IMF Staff Completes Third Review Mission of the Extended Credit Facility (ECF) to Central African Republic

October 16, 2024

End-of-Mission press releases include statements of IMF staff teams that convey preliminary findings after a visit to a country. The views expressed in this statement are those of the IMF staff and do not necessarily represent the views of the IMF’s Executive Board. Based on the preliminary findings of this mission, staff will prepare a report that, subject to management approval, will be presented to the IMF's Executive Board for discussion and decision.
  • Challenging business environment, regulatory uncertainty, insecurity, and exorbitant fuel prices at the pump continue to weigh on economic activity in the Central African Republic
  • A significant improvement in domestic revenues requires an improved contribution of fuel revenues to the tune of 20-25 percent of total revenue.
  • Increased support from the international community is essential to obtain financing assurances for 2025 and beyond.

Washington, DC: A team from the International Monetary Fund (IMF), led by Mr. Albert Touna Mama, held discussions with the Central African Republic (CAR)’s authorities in Bangui from September 23 - October 2, 2024, in connection with the third review of CAR’s  program supported by the Extended Credit Facility (ECF). Discussions will continue in the coming weeks, virtually and then in Washington on the sidelines of the Annual Meetings of the International Monetary Fund and the World Bank Group.

At the end of the discussions, Mr. Touna Mama made the following statement:

“Despite progress in peacekeeping, CAR's economic outlook remains subject to numerous challenges. Economic growth in 2024 has been revised slightly downward to 1.0 percent due to disruptions in the supply of electricity as well as significant delays in fuel imports via the Ubangi River. The still unfavorable business environment, regulatory uncertainty, persistent insecurity in certain mining areas as well as onerous fuel prices at the pump—among the highest in the world—continue to weigh on economic activity in CAR.

“In a context of restoring state authority, coupled with significant humanitarian needs, the authorities continue to face strong budgetary pressures. Despite an increase in domestic revenue, which reached near CFAF 80 billion at the end of June 2024, a worsening of the domestic primary deficit was nevertheless noted over the same period. The authorities have committed to implementing a series of emergency measures—including the suspension of exceptional customs exemptions—as part of an upcoming revised budget to meet their deficit targets for 2024.

“However, a significant improvement in domestic revenues in the short term will only be possible with a higher contribution of fuel taxation, whose current performance (about 9 percent of total domestic revenues in 2024) is well below its historical levels (between 20-25 percent). We thus urge the government to ensure the effective implementation of its reform commitments in the fuel sector, to reduce import costs, boost fiscal revenues, and relieve costs for Central African populations and businesses.

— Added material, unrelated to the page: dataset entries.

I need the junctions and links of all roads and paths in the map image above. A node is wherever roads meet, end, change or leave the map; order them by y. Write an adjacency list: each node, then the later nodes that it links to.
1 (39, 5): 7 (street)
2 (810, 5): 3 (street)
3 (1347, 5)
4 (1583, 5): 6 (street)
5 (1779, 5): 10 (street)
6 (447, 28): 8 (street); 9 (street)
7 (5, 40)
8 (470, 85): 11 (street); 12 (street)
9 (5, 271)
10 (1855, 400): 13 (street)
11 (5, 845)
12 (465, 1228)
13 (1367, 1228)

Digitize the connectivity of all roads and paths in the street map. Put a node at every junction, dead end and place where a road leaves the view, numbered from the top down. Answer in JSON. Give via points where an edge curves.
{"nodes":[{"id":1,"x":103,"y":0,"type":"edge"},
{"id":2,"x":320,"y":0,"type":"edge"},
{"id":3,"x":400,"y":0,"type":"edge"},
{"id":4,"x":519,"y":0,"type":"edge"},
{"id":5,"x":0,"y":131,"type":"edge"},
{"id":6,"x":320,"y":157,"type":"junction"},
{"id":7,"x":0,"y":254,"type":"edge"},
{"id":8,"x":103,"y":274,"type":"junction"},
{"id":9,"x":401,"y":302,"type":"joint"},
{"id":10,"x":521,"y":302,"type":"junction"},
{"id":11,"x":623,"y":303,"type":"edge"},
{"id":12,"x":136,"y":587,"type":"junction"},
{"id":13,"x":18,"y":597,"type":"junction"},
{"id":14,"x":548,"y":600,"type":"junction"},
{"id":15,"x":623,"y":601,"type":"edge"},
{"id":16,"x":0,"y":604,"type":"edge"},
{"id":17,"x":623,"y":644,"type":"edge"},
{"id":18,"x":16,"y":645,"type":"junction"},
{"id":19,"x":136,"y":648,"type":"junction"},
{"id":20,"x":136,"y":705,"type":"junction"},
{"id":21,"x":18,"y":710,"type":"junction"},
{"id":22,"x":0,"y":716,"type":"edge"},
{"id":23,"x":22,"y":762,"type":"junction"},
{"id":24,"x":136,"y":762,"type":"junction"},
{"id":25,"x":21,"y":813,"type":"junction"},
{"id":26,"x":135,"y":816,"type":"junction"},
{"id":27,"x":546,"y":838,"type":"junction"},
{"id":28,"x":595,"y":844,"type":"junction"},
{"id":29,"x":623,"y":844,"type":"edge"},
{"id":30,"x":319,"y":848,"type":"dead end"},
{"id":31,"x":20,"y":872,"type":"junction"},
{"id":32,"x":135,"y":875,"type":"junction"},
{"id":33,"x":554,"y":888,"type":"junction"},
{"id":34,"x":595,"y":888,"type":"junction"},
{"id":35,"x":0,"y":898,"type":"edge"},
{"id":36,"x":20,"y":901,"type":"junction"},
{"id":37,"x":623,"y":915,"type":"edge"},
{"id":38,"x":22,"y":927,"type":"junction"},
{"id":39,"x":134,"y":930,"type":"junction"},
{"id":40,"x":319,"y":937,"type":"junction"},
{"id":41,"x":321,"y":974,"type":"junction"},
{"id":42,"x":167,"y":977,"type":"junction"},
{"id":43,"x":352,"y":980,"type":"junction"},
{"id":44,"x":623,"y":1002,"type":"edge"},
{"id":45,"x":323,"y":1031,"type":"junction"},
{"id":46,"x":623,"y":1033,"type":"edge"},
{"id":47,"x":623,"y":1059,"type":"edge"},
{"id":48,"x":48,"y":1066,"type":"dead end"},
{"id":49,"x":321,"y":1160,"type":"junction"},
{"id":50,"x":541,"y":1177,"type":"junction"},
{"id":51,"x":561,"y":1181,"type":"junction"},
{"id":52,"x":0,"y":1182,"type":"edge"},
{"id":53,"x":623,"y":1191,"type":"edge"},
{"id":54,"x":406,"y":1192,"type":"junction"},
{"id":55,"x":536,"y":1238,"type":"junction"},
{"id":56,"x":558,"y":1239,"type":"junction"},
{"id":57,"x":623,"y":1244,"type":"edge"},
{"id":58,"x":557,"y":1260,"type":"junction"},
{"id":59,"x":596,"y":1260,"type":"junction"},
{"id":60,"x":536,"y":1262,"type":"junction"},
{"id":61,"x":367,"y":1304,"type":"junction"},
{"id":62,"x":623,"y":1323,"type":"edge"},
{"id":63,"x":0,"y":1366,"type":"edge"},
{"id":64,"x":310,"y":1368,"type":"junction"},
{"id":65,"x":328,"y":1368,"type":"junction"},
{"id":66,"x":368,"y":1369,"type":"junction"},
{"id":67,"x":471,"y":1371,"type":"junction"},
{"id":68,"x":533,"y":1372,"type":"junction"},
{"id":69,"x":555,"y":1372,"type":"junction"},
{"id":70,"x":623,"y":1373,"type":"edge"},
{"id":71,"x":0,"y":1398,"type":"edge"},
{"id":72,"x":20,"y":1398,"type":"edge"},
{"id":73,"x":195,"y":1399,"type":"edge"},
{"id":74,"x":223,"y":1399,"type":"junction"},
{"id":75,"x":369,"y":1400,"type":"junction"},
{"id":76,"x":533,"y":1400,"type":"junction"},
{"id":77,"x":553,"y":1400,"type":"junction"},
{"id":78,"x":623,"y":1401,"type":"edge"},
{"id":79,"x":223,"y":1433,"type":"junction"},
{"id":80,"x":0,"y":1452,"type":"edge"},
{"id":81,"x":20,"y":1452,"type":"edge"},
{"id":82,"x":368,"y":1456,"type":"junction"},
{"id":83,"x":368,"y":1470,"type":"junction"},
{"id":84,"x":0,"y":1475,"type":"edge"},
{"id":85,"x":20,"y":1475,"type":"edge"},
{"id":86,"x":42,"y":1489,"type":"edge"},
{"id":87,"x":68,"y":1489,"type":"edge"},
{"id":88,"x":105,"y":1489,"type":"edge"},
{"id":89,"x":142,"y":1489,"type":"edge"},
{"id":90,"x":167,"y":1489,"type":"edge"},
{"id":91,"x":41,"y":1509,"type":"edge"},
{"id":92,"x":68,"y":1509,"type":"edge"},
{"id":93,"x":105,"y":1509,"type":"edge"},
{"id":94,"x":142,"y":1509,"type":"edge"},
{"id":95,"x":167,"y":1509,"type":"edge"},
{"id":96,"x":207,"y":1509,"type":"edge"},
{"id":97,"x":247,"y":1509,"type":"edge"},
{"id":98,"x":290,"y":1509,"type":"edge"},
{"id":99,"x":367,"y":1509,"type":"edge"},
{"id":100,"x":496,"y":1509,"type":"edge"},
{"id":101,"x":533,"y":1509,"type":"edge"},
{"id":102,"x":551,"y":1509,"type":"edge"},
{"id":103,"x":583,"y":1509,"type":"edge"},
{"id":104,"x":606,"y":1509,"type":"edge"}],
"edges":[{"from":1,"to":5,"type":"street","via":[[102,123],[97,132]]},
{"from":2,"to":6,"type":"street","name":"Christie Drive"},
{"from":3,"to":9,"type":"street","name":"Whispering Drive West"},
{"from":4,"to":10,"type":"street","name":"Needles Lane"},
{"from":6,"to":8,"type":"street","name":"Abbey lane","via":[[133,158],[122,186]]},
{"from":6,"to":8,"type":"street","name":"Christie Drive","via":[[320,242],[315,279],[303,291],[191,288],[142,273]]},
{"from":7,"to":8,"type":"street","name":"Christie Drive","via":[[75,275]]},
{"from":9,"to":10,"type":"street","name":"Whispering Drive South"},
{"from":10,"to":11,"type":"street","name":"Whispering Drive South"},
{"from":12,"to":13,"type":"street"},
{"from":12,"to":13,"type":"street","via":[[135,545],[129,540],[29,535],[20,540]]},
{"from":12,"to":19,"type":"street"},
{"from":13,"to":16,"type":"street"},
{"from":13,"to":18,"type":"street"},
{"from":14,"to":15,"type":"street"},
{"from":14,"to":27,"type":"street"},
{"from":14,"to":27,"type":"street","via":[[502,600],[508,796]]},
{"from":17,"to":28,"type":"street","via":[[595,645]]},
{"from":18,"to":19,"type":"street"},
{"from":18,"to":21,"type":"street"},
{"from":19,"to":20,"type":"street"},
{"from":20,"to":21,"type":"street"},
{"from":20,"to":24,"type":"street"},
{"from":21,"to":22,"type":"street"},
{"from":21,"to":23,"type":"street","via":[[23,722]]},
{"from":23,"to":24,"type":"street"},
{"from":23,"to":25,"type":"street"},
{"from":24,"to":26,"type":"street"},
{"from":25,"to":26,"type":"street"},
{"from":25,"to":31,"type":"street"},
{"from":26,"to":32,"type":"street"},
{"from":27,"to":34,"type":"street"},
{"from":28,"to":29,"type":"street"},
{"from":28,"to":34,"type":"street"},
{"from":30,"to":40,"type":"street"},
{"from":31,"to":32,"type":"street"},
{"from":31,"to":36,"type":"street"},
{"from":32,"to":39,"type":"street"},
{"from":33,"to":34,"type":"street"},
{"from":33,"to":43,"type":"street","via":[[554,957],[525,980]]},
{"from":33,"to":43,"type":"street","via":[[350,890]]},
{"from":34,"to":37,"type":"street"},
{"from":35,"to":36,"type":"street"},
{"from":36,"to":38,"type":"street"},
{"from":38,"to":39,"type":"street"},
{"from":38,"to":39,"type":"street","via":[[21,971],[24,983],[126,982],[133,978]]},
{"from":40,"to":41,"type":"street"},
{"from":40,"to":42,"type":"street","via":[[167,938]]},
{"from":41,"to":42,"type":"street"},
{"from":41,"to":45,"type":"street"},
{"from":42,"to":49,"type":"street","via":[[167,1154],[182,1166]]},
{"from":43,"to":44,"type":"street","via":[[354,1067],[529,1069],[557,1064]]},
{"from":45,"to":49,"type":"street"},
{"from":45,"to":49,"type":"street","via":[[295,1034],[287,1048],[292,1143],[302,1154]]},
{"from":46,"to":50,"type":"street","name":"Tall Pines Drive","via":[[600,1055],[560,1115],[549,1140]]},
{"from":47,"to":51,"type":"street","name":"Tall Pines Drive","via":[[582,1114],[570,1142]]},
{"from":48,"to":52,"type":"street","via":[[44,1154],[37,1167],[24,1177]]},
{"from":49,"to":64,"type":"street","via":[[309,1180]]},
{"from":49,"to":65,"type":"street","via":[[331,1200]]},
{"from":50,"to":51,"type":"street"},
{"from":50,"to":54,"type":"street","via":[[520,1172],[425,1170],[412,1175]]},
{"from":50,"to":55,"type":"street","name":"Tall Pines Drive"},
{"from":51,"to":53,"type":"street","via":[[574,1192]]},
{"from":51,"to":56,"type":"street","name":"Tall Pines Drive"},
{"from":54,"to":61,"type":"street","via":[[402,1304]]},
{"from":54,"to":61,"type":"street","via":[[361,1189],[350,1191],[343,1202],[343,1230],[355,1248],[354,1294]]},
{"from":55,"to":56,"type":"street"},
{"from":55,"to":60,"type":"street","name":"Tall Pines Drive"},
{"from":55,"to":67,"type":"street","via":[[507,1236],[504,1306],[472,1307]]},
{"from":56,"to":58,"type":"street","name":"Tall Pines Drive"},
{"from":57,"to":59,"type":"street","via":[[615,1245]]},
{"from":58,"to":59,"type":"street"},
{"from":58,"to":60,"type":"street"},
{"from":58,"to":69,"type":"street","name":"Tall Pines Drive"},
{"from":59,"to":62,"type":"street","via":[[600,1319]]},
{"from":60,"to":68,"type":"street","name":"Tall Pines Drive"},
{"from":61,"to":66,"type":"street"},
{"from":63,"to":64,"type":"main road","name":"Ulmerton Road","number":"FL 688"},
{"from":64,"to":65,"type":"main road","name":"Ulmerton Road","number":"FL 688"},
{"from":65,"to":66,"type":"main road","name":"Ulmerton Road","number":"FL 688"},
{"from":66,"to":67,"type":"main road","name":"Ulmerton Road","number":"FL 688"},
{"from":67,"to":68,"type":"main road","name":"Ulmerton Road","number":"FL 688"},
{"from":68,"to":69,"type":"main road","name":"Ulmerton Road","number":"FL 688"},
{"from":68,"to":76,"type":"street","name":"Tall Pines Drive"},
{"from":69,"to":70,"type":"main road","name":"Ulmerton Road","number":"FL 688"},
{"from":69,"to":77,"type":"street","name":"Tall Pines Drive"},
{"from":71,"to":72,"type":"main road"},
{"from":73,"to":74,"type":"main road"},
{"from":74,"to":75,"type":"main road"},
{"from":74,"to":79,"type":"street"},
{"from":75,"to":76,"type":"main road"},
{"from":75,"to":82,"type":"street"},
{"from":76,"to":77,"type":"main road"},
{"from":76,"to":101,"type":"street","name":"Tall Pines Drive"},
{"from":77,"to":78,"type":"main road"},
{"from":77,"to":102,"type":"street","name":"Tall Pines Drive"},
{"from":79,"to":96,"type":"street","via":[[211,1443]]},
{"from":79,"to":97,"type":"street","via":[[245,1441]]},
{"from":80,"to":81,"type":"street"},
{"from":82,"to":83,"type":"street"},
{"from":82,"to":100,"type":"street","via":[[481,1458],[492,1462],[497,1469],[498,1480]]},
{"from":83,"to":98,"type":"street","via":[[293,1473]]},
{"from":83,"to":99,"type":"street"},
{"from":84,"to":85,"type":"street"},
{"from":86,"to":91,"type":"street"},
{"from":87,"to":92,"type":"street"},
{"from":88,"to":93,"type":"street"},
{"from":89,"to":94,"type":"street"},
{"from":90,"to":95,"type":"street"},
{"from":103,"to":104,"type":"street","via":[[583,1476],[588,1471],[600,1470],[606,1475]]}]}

“In the medium term, efforts to modernize tax and customs administrations remain the best guarantee of lasting improvement in the mobilization of domestic resources. Thus, the ongoing deployment of the new electronic tax declaration system at the General Directorate of Taxes and Domains, E-tax, combined with the introduction of a new unique identification number (NIU), constitute major advance. Progress is also expected in the systematic use of the integrated financial information system at the General Directorate of the Treasury as well as in sectoral ministries, including for expenditure by extraordinary procedures.

“Furthermore, increased financial support by the international community is now more crucial than ever. Despite the resumption of budget support by certain donors, the overall envelope remains well below the historical levels, and thus of the needs to stabilize public finances and reduce dependence on more expensive sources of financing. Yet, significant uncertainties continue to weigh on sources of budgetary financing in 2025 and beyond.

“We call on all donors to support the stabilization and public finance reform efforts underway in CAR through grants and highly concessional financing. In that vein, we encourage the authorities to maximize efforts to obtain the financing assurances needed for the continuation of the program supported by the Extended Credit Facility.

“The mission wishes to thank the CAR authorities for their warm welcome and for the open and candid atmosphere in which the discussions were held.

“The IMF delegation met with Prime Minister Moloua, President of the National Assembly Sarandji, Minister of Finance Ndoba, Minister of Economy Filakota, Minister of Energy Piri, Minister of Health Somse, Interministerial Committee in charge of the reforms in the fuel sector chaired by Minister of Justice Djoubaye, BEAC National Director Chaïbou and other senior officials, as well as representatives of development partners and the private sector.”